Hingga hari ini tidak ada keseriusan pemerintah untuk melindungi kaum tani yang sangat rentan dan dekat dengan kemiskinan. Banyak kebijakan alih fungsi lahan yang mengatasnamakan kepentingan publik, padahal itu adalah perampasan lahan oleh para pemodal.
Petani jumlahnya mencapai 50 persen atau sekitar 112 juta jiwa dari seluruh penduduk Indonesia, dan sebanyak 42 persen angkatan kerja Indonesia ada di sektor pertanian. Ironisnya, mayoritas petani di Indonesia justru memiliki lahan sempit, tidak lebih dari 0,5 hektare bahkan sebagian besar tak berlahan atau buruh tani. Padahal lahan pertanian merupakan aset negara yang seharusnya dapat digunakan sebesar-besarnya oleh rakyat sebagai pemilik negara.
Selain jaminan pasar atau harga jual hasil panen yang layak, petani membutuhkan lahan pertanian yang luas sebagai tempat mereka berusaha dan berproduksi. Tetapi hingga saat ini tidak ada keberpihakan pemerintah kepada petani gurem.
Hal itu tercermin dari tidak adanya undang-undang (UU) yang dihasilkan pemerintah yang mampu mengembalikan penguasaan kepemilikan tanah kepada petani. Meskipun pada 24 September 1960 telah dilahirkan sebuah UU No.5 Tahun 1960 tentang pokok-pokok agraria. Ironisnya, hingga saat ini tidak pernah dikeluarkan Peraturan Pemerintah untuk menjalankan UUPA tersebut sebagaimana mestinya.
Sejarah mencatat, pada masa kepemimpinan Presiden Soekarno telah dilahirkan PP sementara akibat waktu yang singkat, yaitu hanya 5 tahun, dan dikenal sebagai objek landreform yang telah mendistribusikan tanah kepada petani.
Sedangkan Presiden Yudhoyono dengan Program Pembaruan Agraria Nasional (PPAN) sejak awal pemerintahannya sampai saat ini yang menjanjikan pendistribusian tanah produktif bagi petani seluas 9,2 juta hektare tidak pernah terealisasi.
Jika dalam kurun waktu lima tahun hingga sepuluh ke depan, pemerintah tidak menyadari kelalaian tersebut, maka jumlah petani yang tidak memiliki lahan di Pulau Jawa dipastikan akan meningkat lebih dari 50 persen, dan sebanyak 49 persen petani di Jawa tidak memiliki lahan sama sekali. Sementara itu, angka konversi lahan pertanian ke non pertanian di Jawa telah mencapai 50.000-100.000 hektare per tahun.
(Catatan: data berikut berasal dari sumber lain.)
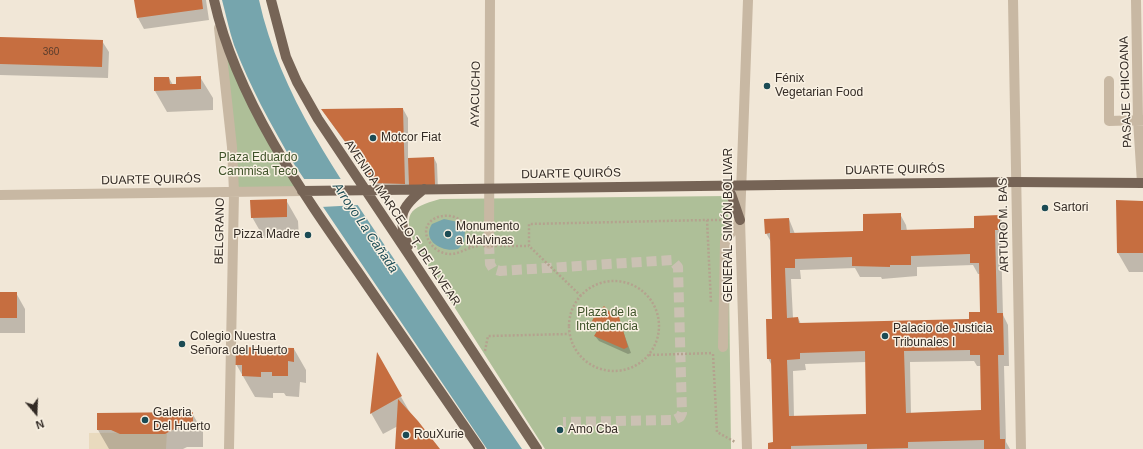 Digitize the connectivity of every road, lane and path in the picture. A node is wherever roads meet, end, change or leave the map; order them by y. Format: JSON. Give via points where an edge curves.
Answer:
{"nodes":[{"id":1,"x":214,"y":0,"type":"edge"},
{"id":2,"x":272,"y":0,"type":"edge"},
{"id":3,"x":490,"y":0,"type":"edge"},
{"id":4,"x":748,"y":0,"type":"edge"},
{"id":5,"x":1013,"y":0,"type":"edge"},
{"id":6,"x":1136,"y":0,"type":"edge"},
{"id":7,"x":218,"y":15,"type":"junction"},
{"id":8,"x":1109,"y":81,"type":"dead end"},
{"id":9,"x":1141,"y":120,"type":"edge"},
{"id":10,"x":1016,"y":182,"type":"junction"},
{"id":11,"x":1143,"y":183,"type":"edge"},
{"id":12,"x":728,"y":185,"type":"junction"},
{"id":13,"x":740,"y":185,"type":"junction"},
{"id":14,"x":488,"y":188,"type":"junction"},
{"id":15,"x":424,"y":189,"type":"junction"},
{"id":16,"x":365,"y":190,"type":"junction"},
{"id":17,"x":302,"y":191,"type":"junction"},
{"id":18,"x":234,"y":192,"type":"junction"},
{"id":19,"x":0,"y":195,"type":"edge"},
{"id":20,"x":707,"y":220,"type":"junction"},
{"id":21,"x":740,"y":220,"type":"junction"},
{"id":22,"x":490,"y":245,"type":"junction"},
{"id":23,"x":529,"y":246,"type":"junction"},
{"id":24,"x":470,"y":247,"type":"junction"},
{"id":25,"x":411,"y":258,"type":"junction"},
{"id":26,"x":581,"y":296,"type":"junction"},
{"id":27,"x":711,"y":306,"type":"dead end"},
{"id":28,"x":569,"y":334,"type":"junction"},
{"id":29,"x":718,"y":346,"type":"joint"},
{"id":30,"x":486,"y":350,"type":"dead end"},
{"id":31,"x":713,"y":353,"type":"junction"},
{"id":32,"x":649,"y":355,"type":"junction"},
{"id":33,"x":230,"y":449,"type":"edge"},
{"id":34,"x":480,"y":449,"type":"edge"},
{"id":35,"x":536,"y":449,"type":"edge"},
{"id":36,"x":748,"y":449,"type":"edge"},
{"id":37,"x":1021,"y":449,"type":"edge"}],
"edges":[{"from":1,"to":7,"type":"main road"},
{"from":2,"to":16,"type":"main road","name":"AVENIDA MARCELO T. DE ALVEAR","via":[[286,58],[297,82]]},
{"from":3,"to":14,"type":"street","name":"AYACUCHO"},
{"from":4,"to":13,"type":"street","name":"GENERAL SIMÓN BOLIVAR"},
{"from":5,"to":10,"type":"street","name":"ARTURO M. BAS"},
{"from":6,"to":9,"type":"street","name":"PASAJE CHICOANA"},
{"from":7,"to":17,"type":"main road","via":[[245,87]]},
{"from":7,"to":18,"type":"street","name":"BELGRANO","via":[[232,147]]},
{"from":8,"to":9,"type":"street","via":[[1109,121]]},
{"from":9,"to":11,"type":"street","name":"PASAJE CHICOANA"},
{"from":10,"to":11,"type":"main road","name":"DUARTE QUIRÓS"},
{"from":10,"to":13,"type":"main road","name":"DUARTE QUIRÓS"},
{"from":10,"to":37,"type":"street","name":"ARTURO M. BAS"},
{"from":12,"to":13,"type":"main road","name":"DUARTE QUIRÓS"},
{"from":12,"to":14,"type":"main road","name":"DUARTE QUIRÓS"},
{"from":12,"to":21,"type":"main road"},
{"from":13,"to":21,"type":"street","name":"GENERAL SIMÓN BOLIVAR"},
{"from":14,"to":15,"type":"main road","name":"DUARTE QUIRÓS"},
{"from":14,"to":22,"type":"street","name":"AYACUCHO"},
{"from":15,"to":16,"type":"main road","name":"DUARTE QUIRÓS"},
{"from":15,"to":25,"type":"main road","via":[[409,200],[404,208],[404,235]]},
{"from":16,"to":17,"type":"main road","name":"DUARTE QUIRÓS"},
{"from":16,"to":25,"type":"main road","name":"AVENIDA MARCELO T. DE ALVEAR"},
{"from":17,"to":18,"type":"street","name":"DUARTE QUIRÓS"},
{"from":17,"to":34,"type":"main road"},
{"from":18,"to":19,"type":"street","name":"DUARTE QUIRÓS"},
{"from":18,"to":33,"type":"street","name":"BELGRANO"},
{"from":20,"to":21,"type":"path"},
{"from":20,"to":23,"type":"path","via":[[529,224]]},
{"from":20,"to":27,"type":"path"},
{"from":21,"to":29,"type":"street","via":[[725,241]]},
{"from":21,"to":36,"type":"street","name":"GENERAL SIMÓN BOLIVAR"},
{"from":22,"to":23,"type":"path"},
{"from":22,"to":24,"type":"path"},
{"from":23,"to":26,"type":"path"},
{"from":24,"to":24,"type":"path","via":[[457,252],[442,252],[434,248],[427,238],[428,223],[438,216],[456,217],[463,221],[469,231]]},
{"from":25,"to":35,"type":"main road","name":"AVENIDA MARCELO T. DE ALVEAR"},
{"from":26,"to":28,"type":"path","via":[[571,311]]},
{"from":26,"to":32,"type":"path","via":[[588,289],[615,280],[641,289],[651,299],[660,326],[657,342]]},
{"from":28,"to":30,"type":"path","via":[[488,336]]},
{"from":28,"to":32,"type":"path","via":[[579,355],[591,366],[607,371],[622,371],[636,366]]},
{"from":29,"to":31,"type":"path"},
{"from":31,"to":32,"type":"path"},
{"from":31,"to":36,"type":"path","via":[[717,432]]}]} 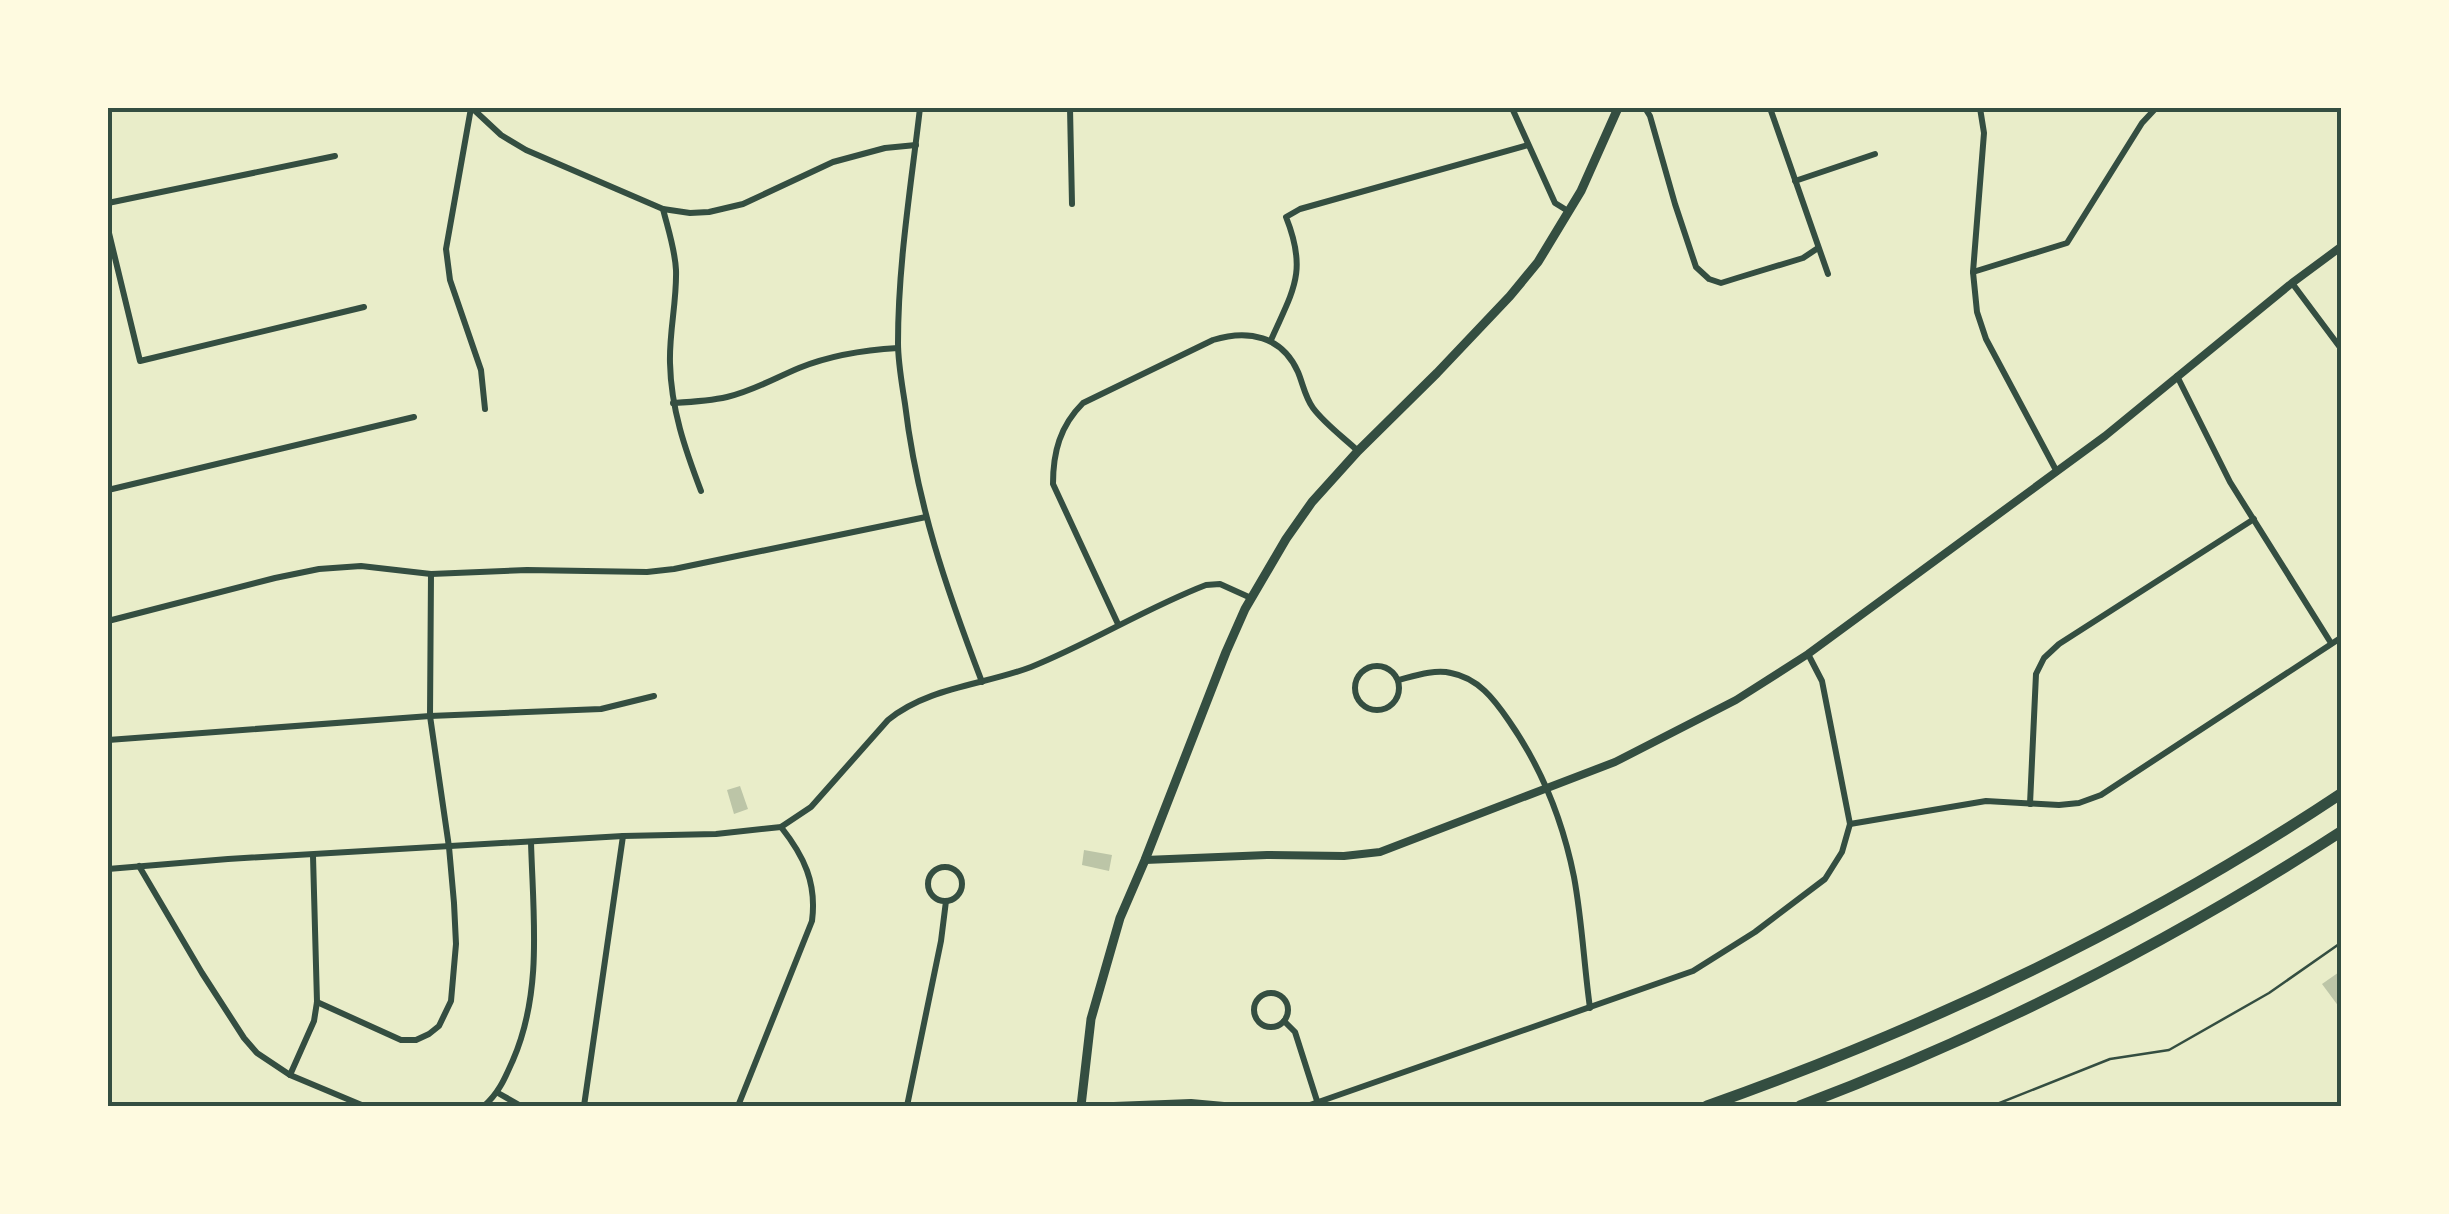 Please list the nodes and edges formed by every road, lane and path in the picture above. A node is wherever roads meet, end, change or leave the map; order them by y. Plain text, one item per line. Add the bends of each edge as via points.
1 (472, 108) edge
2 (920, 108) edge
3 (1070, 108) edge
4 (1512, 108) edge
5 (1618, 108) edge
6 (1645, 108) edge
7 (1770, 108) edge
8 (1980, 108) edge
9 (2156, 108) edge
10 (916, 145) junction
11 (1528, 145) junction
12 (1875, 154) dead end
13 (335, 156) dead end
14 (1795, 181) junction
15 (108, 203) edge
16 (1072, 204) dead end
17 (663, 209) junction
18 (1568, 212) junction
19 (108, 229) edge
20 (2342, 246) edge
21 (1818, 248) junction
22 (1973, 272) junction
23 (1828, 274) dead end
24 (2292, 283) junction
25 (364, 307) dead end
26 (1271, 340) junction
27 (898, 348) junction
28 (2342, 350) edge
29 (2177, 376) junction
30 (673, 404) junction
31 (485, 409) dead end
32 (414, 416) dead end
33 (1358, 451) junction
34 (2057, 472) junction
35 (108, 490) edge
36 (701, 492) dead end
37 (926, 517) junction
38 (2254, 519) junction
39 (431, 574) junction
40 (1252, 598) junction
41 (108, 621) edge
42 (1118, 624) junction
43 (2342, 637) edge
44 (2330, 644) junction
45 (1808, 654) junction
46 (1398, 680) junction
47 (982, 682) junction
48 (654, 696) dead end
49 (430, 716) junction
50 (108, 740) edge
51 (1546, 790) junction
52 (2342, 793) edge
53 (2030, 804) junction
54 (1850, 824) junction
55 (781, 827) junction
56 (2342, 831) edge
57 (623, 836) junction
58 (532, 842) junction
59 (449, 847) junction
60 (313, 856) junction
61 (1145, 860) junction
62 (139, 866) junction
63 (108, 869) edge
64 (946, 901) junction
65 (2342, 942) edge
66 (317, 1002) junction
67 (1590, 1008) junction
68 (1284, 1022) junction
69 (290, 1075) junction
70 (498, 1093) junction
71 (1318, 1104) junction
72 (364, 1106) edge
73 (484, 1106) edge
74 (520, 1106) edge
75 (584, 1106) edge
76 (738, 1106) edge
77 (907, 1106) edge
78 (1085, 1106) edge
79 (1235, 1106) edge
80 (1307, 1106) edge
81 (1706, 1106) edge
82 (1800, 1106) edge
83 (1992, 1106) edge

1 - 17 street via 526,150
1 - 31 street via 446,249 481,370
2 - 10 street
3 - 16 street
4 - 11 street
5 - 18 main road
6 - 21 street via 1696,266 1708,279 1738,278
7 - 14 street
8 - 22 street via 1984,132
9 - 22 street via 2067,243
10 - 17 street via 833,162 743,204 709,212
10 - 27 street
11 - 18 street via 1555,204
11 - 26 street via 1286,217 1298,268
12 - 14 street
13 - 15 street
14 - 21 street
17 - 30 street via 676,272
18 - 33 main road via 1510,296
19 - 25 street via 140,361
20 - 24 street
21 - 23 street
22 - 34 street via 1986,339
24 - 28 street
24 - 29 street
26 - 33 street via 1294,364 1314,409
26 - 42 street via 1232,334 1213,340 1083,403 1069,417 1053,461 1053,484
27 - 30 street via 827,358 725,398
27 - 37 street
29 - 34 street
29 - 38 street
30 - 36 street
32 - 35 street
33 - 40 main road via 1312,502
34 - 45 street
37 - 39 street via 674,569
37 - 47 street
38 - 44 street
38 - 53 street via 2044,658 2036,674
39 - 41 street via 319,569
39 - 49 street
40 - 42 street via 1206,585
40 - 61 main road
42 - 47 street via 1031,667
43 - 44 street
44 - 53 street via 2100,795 2078,803
45 - 51 street via 1677,732
45 - 54 street via 1822,681
46 - 46 street via 1389,668 1367,667 1356,678 1355,692 1362,705 1383,709 1398,694
46 - 51 street via 1450,672 1475,682 1528,749
47 - 55 street via 902,709 812,807
48 - 49 street via 600,709
49 - 50 street
49 - 59 street
51 - 61 street via 1380,852
51 - 67 street via 1574,880
52 - 81 highway via 2192,886 2057,958 1883,1039
53 - 54 street via 1986,801
54 - 67 street via 1824,879 1755,932 1693,971
55 - 57 street
55 - 76 street via 810,873 812,921
56 - 82 highway via 2087,979
57 - 58 street
57 - 75 street
58 - 59 street
58 - 70 street via 532,996
59 - 60 street
59 - 66 street via 455,976 439,1026 416,1040 400,1040
60 - 62 street
60 - 66 street
61 - 78 main road via 1095,1002
62 - 63 street
62 - 69 street via 244,1038
64 - 64 street via 958,896 962,884 945,867 928,885
64 - 77 street
65 - 83 lane via 2168,1050 2110,1060
66 - 69 street
67 - 71 street
68 - 68 street via 1288,1005 1281,996 1259,996 1253,1006 1258,1022 1268,1028
68 - 71 street via 1294,1032
69 - 72 street
70 - 73 street
70 - 74 street
71 - 80 street
78 - 79 street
Memang ada usaha untuk melindungi lahan pertanian oleh pemerintahan Yudhoyono dengan dikeluarkannya UU Perlindungan Lahan Pertanian Pangan Berkelanjutan (UUPLPPB). Namun, Henry Saragih, Ketua Umum Serikat Petani Indonesia menilai UUPLPPB hanya bersifat jangka pendek atau darurat, dan sebenarnya yang terpenting adalah membuat PP yang menjabarkan pelaksanaan UUPA 1960.
Selama ini, pemerintah hanya membuat UU yang tidak merujuk pada UUPA seperti UU Perkebunan dan hal tersebut berlangsung sejak berubahnya politik ekonomi dan agraria nasional yang sebelumnya berbasis usaha tani dimana petani dan koperasi menjadi perkebunan-perkebunan yang dikuasai oleh perusahaan bermodal besar.
Selain itu, Henry menambahkan, “Pada umumnya negara melakukan landreform terlebih dahulu, kemudian muncul UU investasi. Sebenarnya penting menjadi pegangan untuk kepala BPN atau Menteri Pertanian adalah UU No 5 tahun 1960 yaitu tentang Pokok Agraria, dimana jelas disebutkan bahwa setiap warga negara berhak memiliki tanah.”